In Japan now. Any sake recommendations that I should purchase here that may be harder or more costly to try in the States? I am very flexible with taste preference.
Are you fluent in reading Japanese or do you have somebody with you who can? Otherwise it can be quite painful trying to differentiate one sake bottle from another.
Some great sake breweries are:
Of course you might have better chance of finding Japanese wines, since most of these sake breweries I listed here are very small-scale.
I am very happy with Otokoyama and Kubota. There is a craze about Juyondai these days but I yet to try one.
Have you read this article? https://blog.wblakegray.com/2019/07/the-real-story-of-juyondai-mysterious.html
Apparently the Juyondai hype train is mostly based on nothing. It is not an artisanal sake brewery but an enormous facility that is churning out sweet bulk sake released in very limited bottlings. Haven’t tasted it myself, but I trust Gray about all things related to sake.
I have someone who is fluent with me.
That certainly helps a lot when trying to decipher all the sake labels.
Do you know at all the style of sake you like? More or less polish? Funky versus clean? Sweeter versus dry? Sake is extremely varied and complex. Asking for brewery recommendations in a vacuum is a little like asking for wine producer suggestions without knowing whether you like red versus white, for example. It’s totally fine to have a list of names to refer to, but I highly recommend you go into a store and tell them the style you like, then ask what they have that fits the bill and they recommend. If you’re really just starting to experiment, though, this is as legit a way as any, I suppose.
One other note: unless you are looking for the largest breweries, it can be difficult to go into a store looking for a particular producer. This is the same problem as when friends here ask me to recommend a wine - the chances that the three stores they go to will have that wine are low, since I’m not going to be recommending anything mass produced. Of course, if it’s a brewery local to where you are that you are asking about, it will be easy. My favorite, Kikuhime, is relatively hard to find outside of Ishikawa, but if you are in Ishikawa, it’s everywhere. Some of the biggest and most popular will be everywhere, of course, but often if you go into a store looking for a particular brewery, you’ll come up empty handed.
I like them all. I am not starting out with sake now but it has been a very long time since I drank sake so I have no idea whats out there anymore. I dont like things like plum wines though.

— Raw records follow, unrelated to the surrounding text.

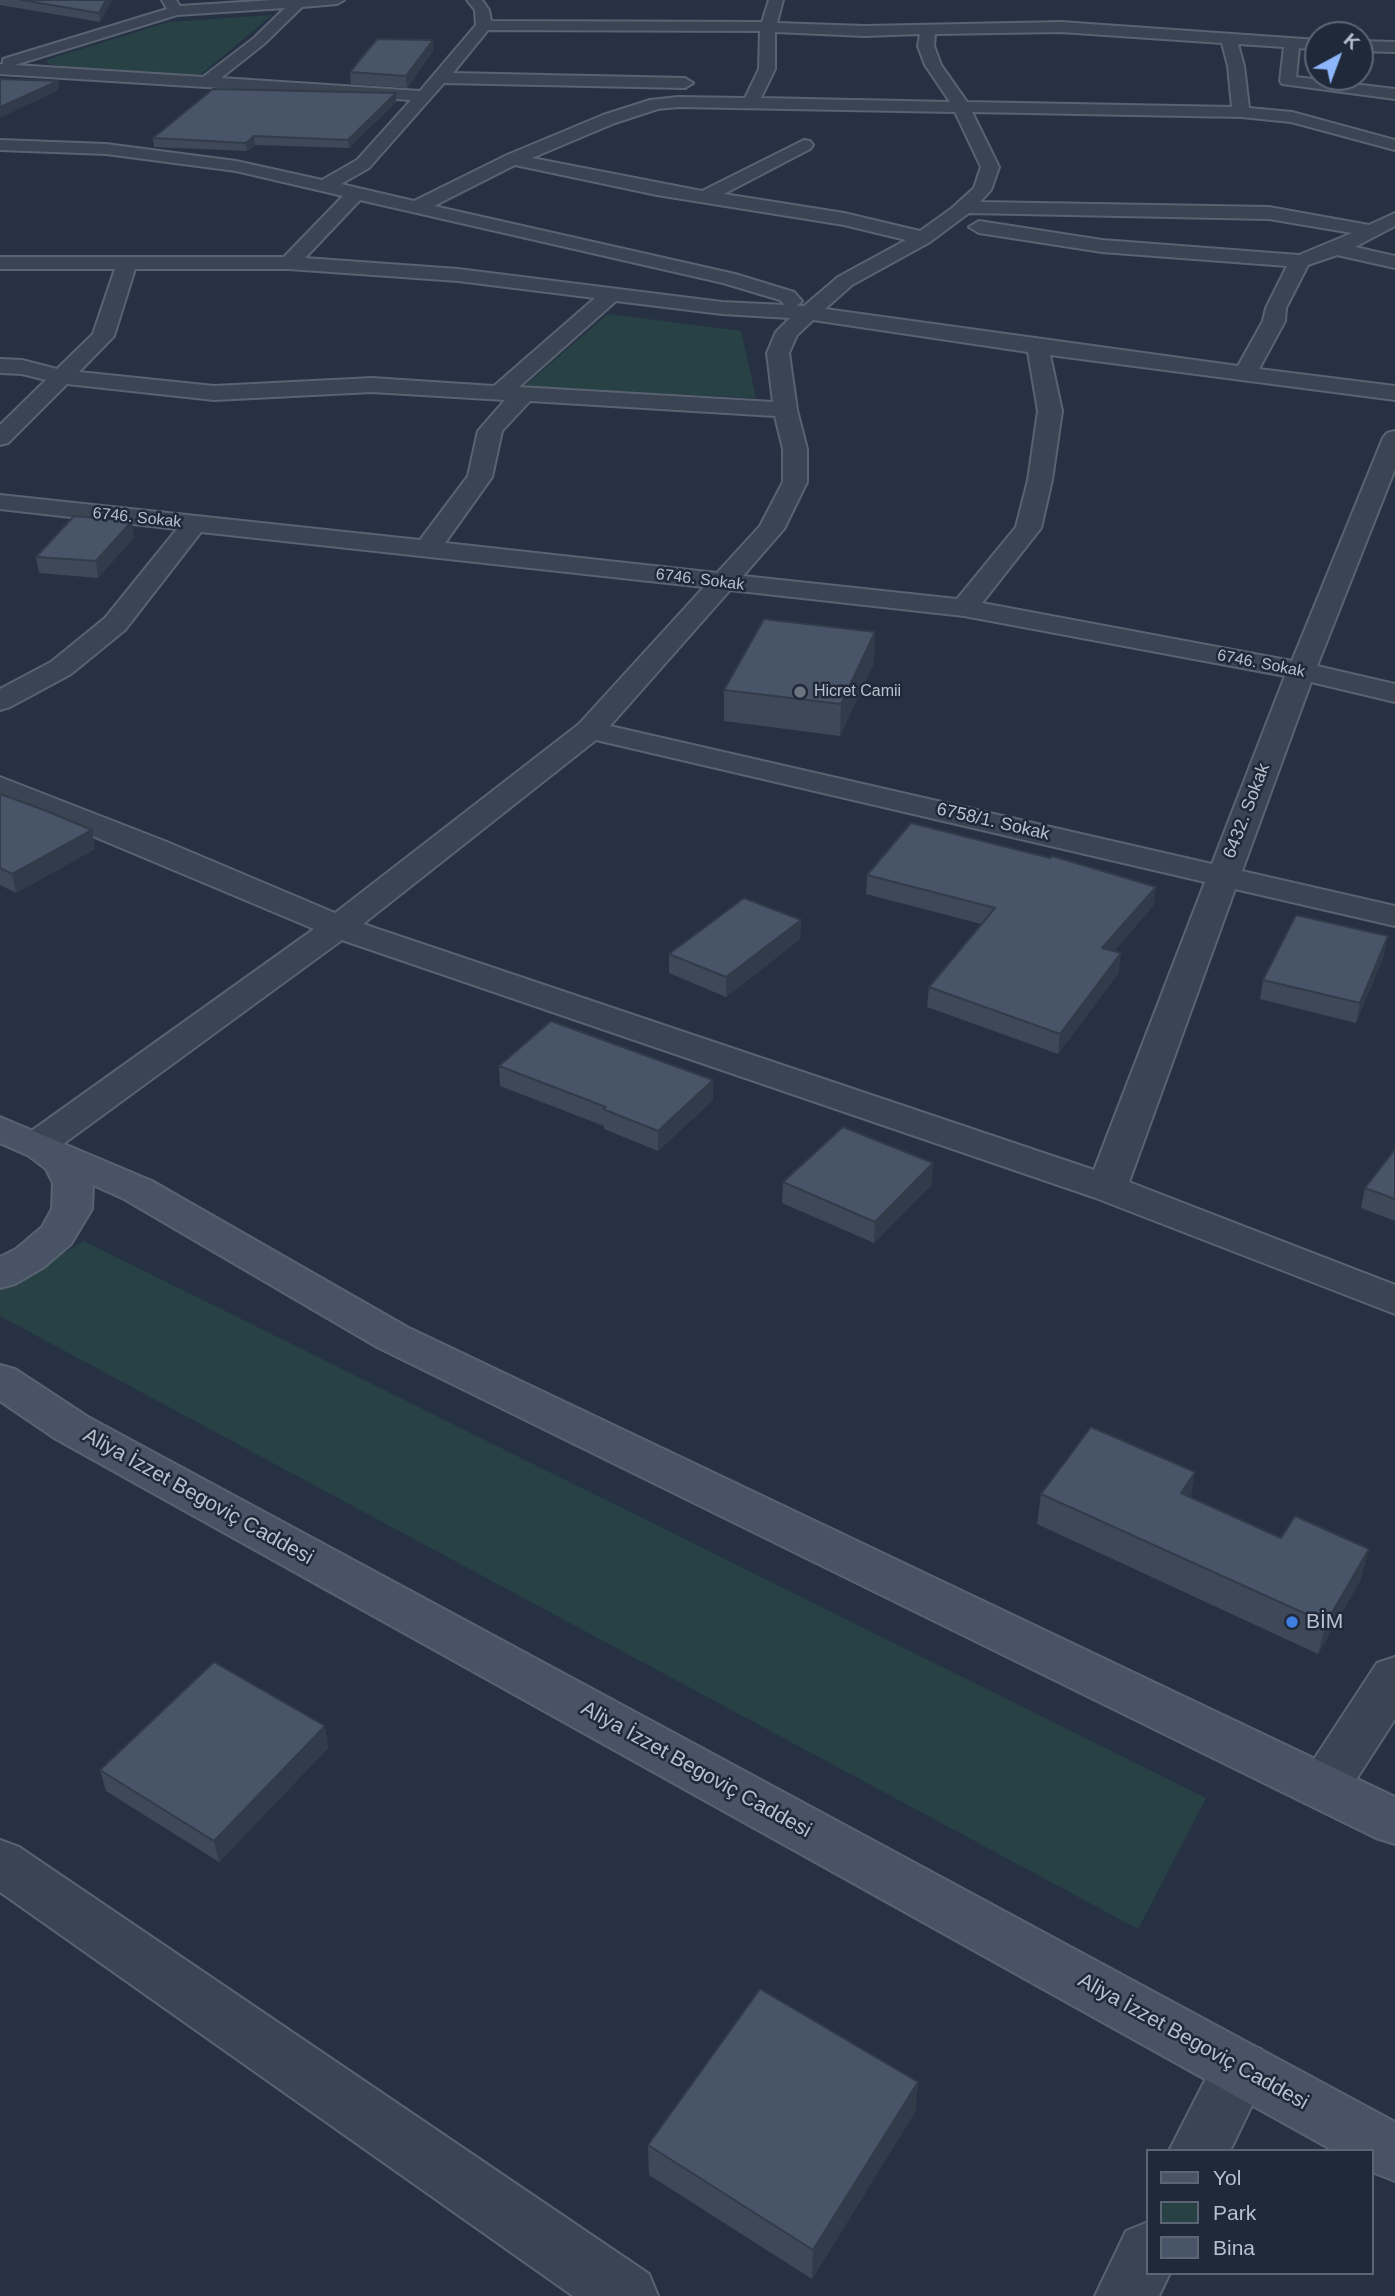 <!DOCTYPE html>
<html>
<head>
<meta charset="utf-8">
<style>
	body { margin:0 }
	#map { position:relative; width:1395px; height:2296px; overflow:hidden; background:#263244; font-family:Helvetica,sans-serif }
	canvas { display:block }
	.legend { position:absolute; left:1146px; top:2149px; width:228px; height:126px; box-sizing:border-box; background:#1f2939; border:2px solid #5c6574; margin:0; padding:9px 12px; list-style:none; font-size:21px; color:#b8c0cd }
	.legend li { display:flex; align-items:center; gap:14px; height:35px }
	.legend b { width:35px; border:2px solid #5c6574 }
	.north { position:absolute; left:1304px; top:21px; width:70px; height:70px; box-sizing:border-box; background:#1f2939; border:2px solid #5c6574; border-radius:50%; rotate:41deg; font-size:19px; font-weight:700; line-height:28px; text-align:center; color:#b8c0cd }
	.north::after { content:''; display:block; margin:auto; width:24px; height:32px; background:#8eb6fc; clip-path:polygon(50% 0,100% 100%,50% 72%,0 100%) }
</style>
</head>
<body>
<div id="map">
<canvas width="1395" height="2296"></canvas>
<ul class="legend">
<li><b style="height:9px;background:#485366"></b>Yol</li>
<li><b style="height:19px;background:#284145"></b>Park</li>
<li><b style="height:19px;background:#485468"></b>Bina</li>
</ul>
<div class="north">K</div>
</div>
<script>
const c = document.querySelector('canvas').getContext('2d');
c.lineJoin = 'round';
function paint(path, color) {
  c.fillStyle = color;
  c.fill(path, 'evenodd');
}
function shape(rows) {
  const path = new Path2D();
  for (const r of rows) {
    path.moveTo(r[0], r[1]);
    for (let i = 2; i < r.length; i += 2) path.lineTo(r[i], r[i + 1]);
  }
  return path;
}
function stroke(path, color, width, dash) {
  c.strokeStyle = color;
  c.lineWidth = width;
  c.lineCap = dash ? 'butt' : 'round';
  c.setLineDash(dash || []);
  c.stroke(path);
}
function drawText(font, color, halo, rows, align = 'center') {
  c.font = font + ' Helvetica,sans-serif';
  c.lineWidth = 5;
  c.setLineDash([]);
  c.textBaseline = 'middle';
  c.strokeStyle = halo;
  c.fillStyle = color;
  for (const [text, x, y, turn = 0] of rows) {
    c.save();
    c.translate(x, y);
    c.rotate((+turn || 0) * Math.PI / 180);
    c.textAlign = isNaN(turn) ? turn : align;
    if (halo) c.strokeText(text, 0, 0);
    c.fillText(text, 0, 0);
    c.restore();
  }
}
paint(shape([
	[272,15,199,76,128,75,48,64,46,60,169,22],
	[608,314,741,331,756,398,523,387],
	[84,1241,1206,1798,1138,1929,0,1316,0,1291]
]), '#284145');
const minor = shape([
	[162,0,176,0,180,6,273,0,344,0,337,4,302,7,264,44,221,78,420,91,476,25,475,10,467,0,482,0,489,10,491,21,762,22,769,0,783,0,777,23,865,26,1061,22,1318,40,1318,50,1299,48,1296,77,1395,89,1395,99,1282,84,1280,81,1284,47,1238,44,1244,66,1249,108,1292,112,1395,140,1395,150,1291,122,1241,117,972,112,999,167,991,190,980,202,1269,207,1369,225,1395,213,1395,226,1355,247,1395,256,1395,268,1337,255,1308,265,1286,308,1285,321,1259,369,1395,386,1395,400,1050,355,1062,411,1052,480,1041,528,982,603,1292,661,1383,438,1387,433,1395,431,1395,469,1317,666,1395,684,1395,702,1311,682,1242,871,1395,906,1395,926,1235,889,1129,1182,1395,1285,1395,1314,1093,1197,342,940,51,1153,37,1157,23,1153,18,1145,23,1137,314,929,0,797,0,777,167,842,335,913,579,724,704,587,201,532,125,630,71,674,10,707,0,710,0,689,51,662,105,618,177,529,0,509,0,495,420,540,468,476,478,431,505,400,372,392,214,400,67,384,8,443,0,445,0,425,46,380,22,374,0,373,0,359,22,360,57,369,93,334,115,269,0,269,0,257,284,257,343,196,236,171,106,154,0,150,0,140,106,144,236,161,322,180,357,160,411,100,0,74,0,64,3,64,3,59,167,9,162,0],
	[285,8,254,38,203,77,15,65,177,15,285,8],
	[488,30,760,31,759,69,745,98,678,97,650,100,603,115,507,155,414,201,341,184,369,168,444,83,685,88,693,83,685,78,453,73,488,30],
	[775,32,865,36,920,34,918,46,925,65,950,102,761,98,775,69,775,32],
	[1061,32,1222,43,1228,66,1232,107,967,102,941,65,934,46,935,34,1061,32],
	[678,107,955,112,981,167,974,188,952,208,920,231,844,213,724,194,810,149,813,145,810,141,804,140,702,191,532,158,615,123,658,109,678,107],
	[515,165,657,195,844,225,906,240,838,277,804,306,797,306,802,301,794,292,735,274,434,206,515,165],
	[360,200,723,283,780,300,785,305,722,302,458,269,305,258,360,200],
	[969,213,1269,219,1352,233,1299,255,1102,240,979,221,969,227,979,233,1102,252,1287,266,1266,308,1263,321,1238,366,825,309,852,285,930,242,969,213],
	[135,269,289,269,458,281,595,298,494,386,372,378,214,386,79,372,114,336,135,269],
	[616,301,722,314,790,318,776,332,767,353,773,402,519,387,616,301],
	[813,320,1028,352,1038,411,1028,480,1016,527,957,599,743,576,784,529,807,482,807,449,797,410,789,353,797,335,813,320],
	[530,401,775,416,783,449,783,482,760,526,717,573,445,543,492,477,502,431,530,401],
	[730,590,964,616,1285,676,1212,864,610,726,730,590],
	[596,740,1205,882,1094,1170,363,924,596,740],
	[1360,41,1395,42,1395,52,1360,51,1360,41],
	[1395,1657,1395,1719,1341,1803,1323,1810,1305,1803,1297,1788,1305,1773,1377,1663,1395,1657],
	[0,1840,19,1847,649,2274,658,2296,573,2296,0,1892,0,1840],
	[1241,2041,1261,2049,1270,2068,1230,2151,1169,2151,1221,2049,1241,2041],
	[1148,2222,1148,2273,1170,2273,1159,2296,1095,2296,1126,2231,1148,2222]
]);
const secondary = shape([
	[0,1117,152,1181,407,1327,1395,1797,1395,1844,1376,1838,377,1347,124,1199,93,1185,92,1209,71,1244,44,1267,15,1284,0,1288,0,1257,16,1249,42,1227,52,1209,53,1183,46,1169,29,1156,0,1143,0,1117],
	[0,1365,15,1369,88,1417,1395,2122,1395,2181,1372,2172,1372,2151,1334,2151,56,1439,0,1401,0,1365]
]);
stroke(minor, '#596271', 4);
stroke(secondary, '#596271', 4);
paint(minor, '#3a4453');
paint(secondary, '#485366');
paint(shape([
	[0,0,112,0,100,22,0,5],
	[433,40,433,51,407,88,351,84,350,72],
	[396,102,349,148,255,145,247,151,154,147,153,138],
	[132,521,134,537,98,578,39,573,36,557],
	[874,663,840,736,724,721,724,690],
	[0,794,95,849,16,893,0,885],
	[867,875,1156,887,1153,906,1114,951,1119,972,1058,1054,927,1007,929,987,981,924,866,894],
	[801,920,800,939,726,997,669,973,669,954],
	[1384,955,1356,1023,1260,999,1263,980],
	[499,1066,713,1100,658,1151,604,1129,604,1126,500,1086],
	[1395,1149,1395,1221,1361,1208,1365,1188],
	[783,1182,932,1184,874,1243,782,1203],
	[1041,1494,1190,1498,1361,1579,1318,1654,1037,1524],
	[325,1726,328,1748,219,1862,106,1791,100,1770],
	[918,2082,915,2112,812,2279,649,2175,648,2145]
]), '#3e4859');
paint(shape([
	[106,0,112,0,100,22,99,13],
	[433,40,433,51,407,88,406,76],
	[58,81,59,90,0,118,0,107],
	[396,93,396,102,349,148,348,140],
	[254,136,255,145,247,151,246,143],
	[132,521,134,537,98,578,96,561],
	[875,632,874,663,840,736,841,704],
	[92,830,95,849,16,893,12,874],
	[1156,887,1153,906,1100,967,1102,948],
	[801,920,800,939,726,997,726,977],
	[1388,936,1384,955,1356,1023,1360,1003],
	[1121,953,1119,972,1058,1054,1060,1034],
	[713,1080,713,1100,658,1151,658,1131],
	[933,1163,932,1184,874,1243,875,1222],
	[1195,1472,1190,1503,1181,1493],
	[1369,1549,1361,1579,1318,1654,1326,1623],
	[325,1726,328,1748,219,1862,214,1841],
	[918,2082,915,2112,812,2279,813,2250]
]), '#323b49');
const building = shape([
	[21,0,106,0,99,13,21,0],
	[377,39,433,40,406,76,350,72,377,39],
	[0,79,58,81,0,107,0,79],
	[213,89,396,93,348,140,254,136,246,143,153,138,213,89],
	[74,516,132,521,96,561,36,557,74,516],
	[764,619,875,632,841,704,724,690,764,619],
	[0,794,44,810,92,830,12,874,0,868,0,794],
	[911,823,1050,858,1052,856,1156,887,1102,948,1121,953,1060,1034,929,987,995,908,867,875,911,823],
	[744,898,801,920,726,977,669,954,744,898],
	[1296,915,1388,936,1360,1003,1263,980,1296,915],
	[551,1021,713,1080,658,1131,603,1109,606,1107,499,1066,551,1021],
	[843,1127,933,1163,875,1222,783,1182,843,1127],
	[1395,1149,1395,1199,1365,1188,1395,1149],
	[1091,1427,1195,1472,1181,1493,1281,1538,1295,1516,1369,1549,1326,1623,1041,1494,1091,1427],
	[214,1662,325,1726,214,1841,100,1770,214,1662],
	[760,1989,918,2082,813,2250,648,2145,760,1989]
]);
paint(building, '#485468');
stroke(building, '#323b49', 2);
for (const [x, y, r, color] of [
	[800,692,7,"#6b7280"],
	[1292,1622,7,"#3f7fe0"]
]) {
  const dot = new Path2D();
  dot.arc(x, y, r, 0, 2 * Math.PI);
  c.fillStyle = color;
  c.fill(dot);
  stroke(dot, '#1f2939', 2.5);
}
drawText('16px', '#b8c0cd', '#1f2939', [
	["6746. Sokak",137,518,6],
	["6746. Sokak",700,580,7],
	["6746. Sokak",1261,664,11]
]);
drawText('16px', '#b8c0cd', '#1f2939', [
	["Hicret Camii",814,692]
], 'left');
drawText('18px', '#b8c0cd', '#1f2939', [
	["6432. Sokak",1247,811,-69],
	["6758/1. Sokak",993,822,13]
]);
drawText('21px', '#b8c0cd', '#1f2939', [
	["Aliya İzzet Begoviç Caddesi",198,1497,29],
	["Aliya İzzet Begoviç Caddesi",696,1770,29],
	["Aliya İzzet Begoviç Caddesi",1193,2042,29]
]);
drawText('21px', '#b8c0cd', '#1f2939', [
	["BİM",1306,1622]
], 'left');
</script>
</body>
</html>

Okay, if you have zero preferences, I guess starting with breweries is as good as anything. Add Kikuhime to the list. They specialize in yamahai, though not all their bottlings are yamahai.
Whenever my husband or I pass through Japan we pick up Kubota Manju to bring back; it’s usually available for 3,500 yen, which is invariably 2-3x cheaper than the US price. Thank goodness it’s easy to find. It was my epiphany sake and I remain quite infatuated
Dassai is good but it has never moved me. Juyondai is big but boring and lacking in nuance
Kubota Manju is one I actually know of and get. Thx though!
You could try Nabeshima and Aramasa, those are two highly sought after sake by locals in Japan.
That’s a good sake, very consistent, my 2nd favorite.
I hope this doesn’t sound like a smartass comment, because it isn’t intended as such, but is there any meaningful Sake made outside of Japan? I’ve only ever seen Japanese ones.
Depends on what you mean by “meaningful.” There are breweries outside Japan, including at least one of some note in Brooklyn, and there is growing interest in making it. It’s odd to me, too, as the word I use often (not always) to order that beverage in Japan is “nihonshu” which, obviously, includes the part about Japan.
Right, sake being the generic Japanese word for alcohol
I’ve had one from Momokawa in Oregon and it was decent
Huchu Homare makes my absolute favorite, Watari Bune 55 & Liquid Gold - the Junmai Daiginjo is delicious too.